Resistance to Sclerotinia sclerotiorum necrosis inducing proteins in canola

Key Result

This research contributed to an international consortium that sequenced the S. sclerotiorum genome, which is now serving as a reference for a new international initiative to sequence the genomes a global collection of S. sclerotiorum isolates from a multitude of crops.

Project Summary

Overview

Sclerotinia sclerotiorum causes disease on over 400 plant species; however, the level of resistance in virtually all major crops, in particular canola, is insufficient. Chemical control of the pathogen using fungicides is the only means currently available, but success depends on accurate prediction of pathogen load within the field and future weather conditions to ensure that coverage and timing of fungicide application coincides with release of fungal spores. At present, the only sources for Canadian breeders are winter-type lines from parts of Asia and the middle-East with partial resistance to stem rot resulting from the cumulative effects of several genes. This has made incorporation of the trait into spring-type canola difficult and has limited the development of stem rot resistant varieties by private sector canola breeders.

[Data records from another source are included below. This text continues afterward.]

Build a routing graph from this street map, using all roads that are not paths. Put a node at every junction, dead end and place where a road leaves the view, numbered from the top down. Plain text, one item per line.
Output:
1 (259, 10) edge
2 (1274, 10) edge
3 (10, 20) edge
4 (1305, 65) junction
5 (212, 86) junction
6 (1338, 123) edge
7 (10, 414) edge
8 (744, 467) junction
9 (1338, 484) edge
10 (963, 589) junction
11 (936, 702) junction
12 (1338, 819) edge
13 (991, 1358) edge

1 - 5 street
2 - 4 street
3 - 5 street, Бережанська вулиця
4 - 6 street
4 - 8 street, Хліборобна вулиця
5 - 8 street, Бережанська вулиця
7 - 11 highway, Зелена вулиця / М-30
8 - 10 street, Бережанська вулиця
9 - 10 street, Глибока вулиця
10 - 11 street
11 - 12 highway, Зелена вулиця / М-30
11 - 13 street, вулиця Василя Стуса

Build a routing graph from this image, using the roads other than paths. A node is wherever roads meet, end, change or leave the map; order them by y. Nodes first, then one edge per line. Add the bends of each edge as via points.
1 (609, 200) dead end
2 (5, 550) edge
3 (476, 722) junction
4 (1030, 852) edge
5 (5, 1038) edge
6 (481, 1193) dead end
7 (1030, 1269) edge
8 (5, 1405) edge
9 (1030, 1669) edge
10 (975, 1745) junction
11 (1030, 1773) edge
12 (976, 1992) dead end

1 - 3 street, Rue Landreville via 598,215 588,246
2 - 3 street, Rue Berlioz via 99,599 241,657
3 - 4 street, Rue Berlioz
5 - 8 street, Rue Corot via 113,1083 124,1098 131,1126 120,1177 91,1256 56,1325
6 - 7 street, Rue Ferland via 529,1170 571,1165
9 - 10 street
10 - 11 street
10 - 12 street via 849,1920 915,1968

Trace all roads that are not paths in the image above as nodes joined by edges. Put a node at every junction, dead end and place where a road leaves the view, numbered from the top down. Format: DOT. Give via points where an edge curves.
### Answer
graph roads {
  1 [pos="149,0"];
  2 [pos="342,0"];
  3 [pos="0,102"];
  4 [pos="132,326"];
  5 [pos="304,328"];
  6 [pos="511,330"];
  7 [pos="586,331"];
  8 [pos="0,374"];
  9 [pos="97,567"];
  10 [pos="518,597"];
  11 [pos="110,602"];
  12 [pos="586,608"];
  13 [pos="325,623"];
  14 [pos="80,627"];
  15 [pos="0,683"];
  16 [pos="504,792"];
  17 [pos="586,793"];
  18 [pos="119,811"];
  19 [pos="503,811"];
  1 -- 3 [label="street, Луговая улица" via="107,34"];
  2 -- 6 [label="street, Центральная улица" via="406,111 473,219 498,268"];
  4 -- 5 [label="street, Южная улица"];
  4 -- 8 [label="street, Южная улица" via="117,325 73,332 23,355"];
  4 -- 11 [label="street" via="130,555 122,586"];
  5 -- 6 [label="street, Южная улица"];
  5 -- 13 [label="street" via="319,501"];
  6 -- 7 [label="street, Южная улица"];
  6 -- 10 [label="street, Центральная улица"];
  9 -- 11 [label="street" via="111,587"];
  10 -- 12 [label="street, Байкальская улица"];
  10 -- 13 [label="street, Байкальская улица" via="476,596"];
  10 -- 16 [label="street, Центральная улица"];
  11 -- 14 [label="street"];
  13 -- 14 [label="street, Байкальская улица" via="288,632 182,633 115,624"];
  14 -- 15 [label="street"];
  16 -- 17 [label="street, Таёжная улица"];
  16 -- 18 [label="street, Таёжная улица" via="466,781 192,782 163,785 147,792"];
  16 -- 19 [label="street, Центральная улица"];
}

The best solution for Canadian farmers is to develop spring-type varieties with one or a few highly effective and robust stem rot resistance genes. This project contributes to this effort by providing both a more complete understanding of how the fungus causes stem rot in canola, and a highly targeted means to identify stem rot resistant lines. The focus is on how S. sclerotiorum causes the most noticeable and damaging aspect of disease in canola, namely, the necrotic lesions on the stem that lead to lodging and crop loss.

Purpose

(1) To identify proteins secreted by S. sclerotiorum that cause or contribute to necrosis.

(2) To develop a method to screen B. napus lines for resistance to their effects.

Results

In this project, several new Sclerotinia sclerotiorum proteins, which cause the necrotic lesions associated with stem rot disease, were discovered. The proteins are now under study and tools are being developed to screen collections of B. napus lines for resistance to their effects.

This project has greatly improved the understanding of S. sclerotiorum disease as the researchers catalogued for the first time the entire suite of genes deployed during each stage of the infection on canola. This project also contributed to an international consortium of Australian, U.S., European and Canadian researchers to sequence the S. sclerotiorum genome, which was published and deposited in a public database.

This research contributed to an international consortium that sequenced the S. sclerotiorum genome, which is now serving as a reference for a new international initiative to sequence the genomes a global collection of S. sclerotiorum isolates from a multitude of crops. The researchers catalogued the entire suite of genes expressed during each stage of the infection of canola that has led to a much better understanding of how S. sclerotiorum causes disease. They also identified several new proteins that are secreted by S. sclerotiorum that cause necrosis and began developing tools that will use necrosis proteins to screen B. napus collections for lines that are more tolerant of or resistant to their effects.